Magnox awards multiple suppliers under £485m contact as it continues with its UK nuclear decommissioning programme

Article by Amanda Jasi

Demolition preparation at the Oldbury nuclear site in South Gloucestershire, one of 12 that Magnox is decommissioning.

MAGNOX, which is responsible for the safe and secure cleanup of 12 nuclear sites across the UK, has awarded suppliers including Costain, Kaefer UK and Ireland, and Nuvia, a place in a framework contract to help complete its decommissioning programme. The contract is for up to six years and has a total estimated value of £485m (US$622.6m).

The scope of the Decommissioning and Asbestos Removal (DAR) framework comprises deplanting, removal of carcinogenic asbestos, and demolition in both conventional and radiologically contaminated environments. Conventional facilities are covered by the framework as Lot 1, while contaminated sites fall into Lot 2.

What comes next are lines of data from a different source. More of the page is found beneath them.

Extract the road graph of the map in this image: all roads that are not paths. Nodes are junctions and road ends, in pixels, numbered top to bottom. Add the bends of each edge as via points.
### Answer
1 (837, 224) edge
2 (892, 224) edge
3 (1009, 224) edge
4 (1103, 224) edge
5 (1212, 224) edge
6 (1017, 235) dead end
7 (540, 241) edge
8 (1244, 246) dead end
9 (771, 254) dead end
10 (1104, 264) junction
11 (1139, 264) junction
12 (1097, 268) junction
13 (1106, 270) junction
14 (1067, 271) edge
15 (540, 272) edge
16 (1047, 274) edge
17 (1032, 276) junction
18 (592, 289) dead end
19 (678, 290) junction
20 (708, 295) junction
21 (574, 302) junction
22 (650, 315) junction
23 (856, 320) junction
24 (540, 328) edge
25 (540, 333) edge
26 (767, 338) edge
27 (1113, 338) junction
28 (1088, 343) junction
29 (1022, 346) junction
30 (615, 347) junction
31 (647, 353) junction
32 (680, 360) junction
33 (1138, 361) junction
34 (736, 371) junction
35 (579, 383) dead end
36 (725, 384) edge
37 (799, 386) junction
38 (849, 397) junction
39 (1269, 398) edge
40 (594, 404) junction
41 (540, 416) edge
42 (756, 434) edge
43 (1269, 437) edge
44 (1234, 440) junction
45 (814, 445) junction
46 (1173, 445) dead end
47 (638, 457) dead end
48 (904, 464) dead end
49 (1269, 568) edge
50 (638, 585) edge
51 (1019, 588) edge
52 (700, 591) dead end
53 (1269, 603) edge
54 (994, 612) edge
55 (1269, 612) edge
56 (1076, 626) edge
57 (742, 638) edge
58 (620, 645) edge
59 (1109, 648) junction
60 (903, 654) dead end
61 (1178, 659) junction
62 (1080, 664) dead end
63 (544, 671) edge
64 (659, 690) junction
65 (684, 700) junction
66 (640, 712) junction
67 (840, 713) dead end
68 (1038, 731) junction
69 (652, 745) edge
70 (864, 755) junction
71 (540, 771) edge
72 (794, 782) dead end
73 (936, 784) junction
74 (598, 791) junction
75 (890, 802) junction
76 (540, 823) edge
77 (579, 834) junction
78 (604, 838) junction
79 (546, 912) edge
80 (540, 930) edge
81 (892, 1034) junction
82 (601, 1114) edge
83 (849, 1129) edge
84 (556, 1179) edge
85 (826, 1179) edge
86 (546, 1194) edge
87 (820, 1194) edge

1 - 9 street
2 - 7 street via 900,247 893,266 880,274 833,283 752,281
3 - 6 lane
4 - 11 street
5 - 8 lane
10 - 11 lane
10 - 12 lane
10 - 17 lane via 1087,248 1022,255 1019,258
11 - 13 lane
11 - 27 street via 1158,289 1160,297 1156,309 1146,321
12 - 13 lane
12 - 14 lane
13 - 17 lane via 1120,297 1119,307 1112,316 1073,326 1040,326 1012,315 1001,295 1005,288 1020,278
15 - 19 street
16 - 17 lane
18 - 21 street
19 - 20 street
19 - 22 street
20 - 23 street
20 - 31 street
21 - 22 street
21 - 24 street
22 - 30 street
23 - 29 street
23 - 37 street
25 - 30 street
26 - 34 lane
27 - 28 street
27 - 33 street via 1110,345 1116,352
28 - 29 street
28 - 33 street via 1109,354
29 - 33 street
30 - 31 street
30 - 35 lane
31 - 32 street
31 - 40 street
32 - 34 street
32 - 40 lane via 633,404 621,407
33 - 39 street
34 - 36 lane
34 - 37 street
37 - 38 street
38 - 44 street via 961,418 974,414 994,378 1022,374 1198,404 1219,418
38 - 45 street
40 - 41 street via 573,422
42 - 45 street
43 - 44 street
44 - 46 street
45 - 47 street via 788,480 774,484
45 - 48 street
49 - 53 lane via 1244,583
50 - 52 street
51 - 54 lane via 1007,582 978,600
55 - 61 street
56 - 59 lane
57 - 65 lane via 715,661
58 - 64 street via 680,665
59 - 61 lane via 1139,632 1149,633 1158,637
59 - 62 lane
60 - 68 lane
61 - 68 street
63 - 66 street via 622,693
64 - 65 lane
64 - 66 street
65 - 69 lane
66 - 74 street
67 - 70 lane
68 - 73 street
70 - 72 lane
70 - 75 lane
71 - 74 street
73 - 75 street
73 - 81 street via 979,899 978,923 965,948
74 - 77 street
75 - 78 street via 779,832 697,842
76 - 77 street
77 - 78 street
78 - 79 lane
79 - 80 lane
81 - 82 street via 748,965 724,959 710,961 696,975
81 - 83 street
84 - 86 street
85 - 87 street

Civil engineering company Costain is amongst those awarded for both Lots 1 and 2. The others are Keltbray, which offers services including demolition, decommissioning, and remediation; and the Celadon Alliance, formed to bid for work in the Magnox decommissioning programme. The alliance is a collaboration between Altrad Support Services, KDC Veolia Decommissioning Services, and NSG Environmental. Kaefer, which provides technical industrial services, was contracted for Lot 1. Nuvia was awarded work on Lot 2 on behalf of Metis, an alliance that provides services to the nuclear industry. Nuvia’s partners in Metis are Rainham Industrial Services and Hughes and Salvidge.

The suppliers’ will be under contract for at least four years, with the option to extend by up to two.


Their work will contribute to the cleanup of the UK’s nuclear waste, while reducing the environmental impact of the sites and helping to deliver on the strategic goals of the UK’s Nuclear Decommissioning Authority (NDA). Sole owner of Magnox, the NDA is charged with the safe, secure, and cost-effective cleanup of the UK’s earliest nuclear sites. It owns the 12 UK sites that are being cleaned up, which include 10 reactor sites and two research facilities.

Paul Winkle, COO of Magnox, said that the framework contract builds on the success of a previous one, and is a key collaborative tool that provides an efficient and cost-effective way to decommission, demolish, and reuse redundant buildings.

“Magnox cleaned up 23,000 m2 of asbestos and created a 7,400 m2 demolition footprint last year – that’s the collective size of 45 tennis courts. This is a significant achievement for the company and all the supply chain partners involved. We’re looking to deliver even more this year and the new framework contract will simplify the procurement process to do that.”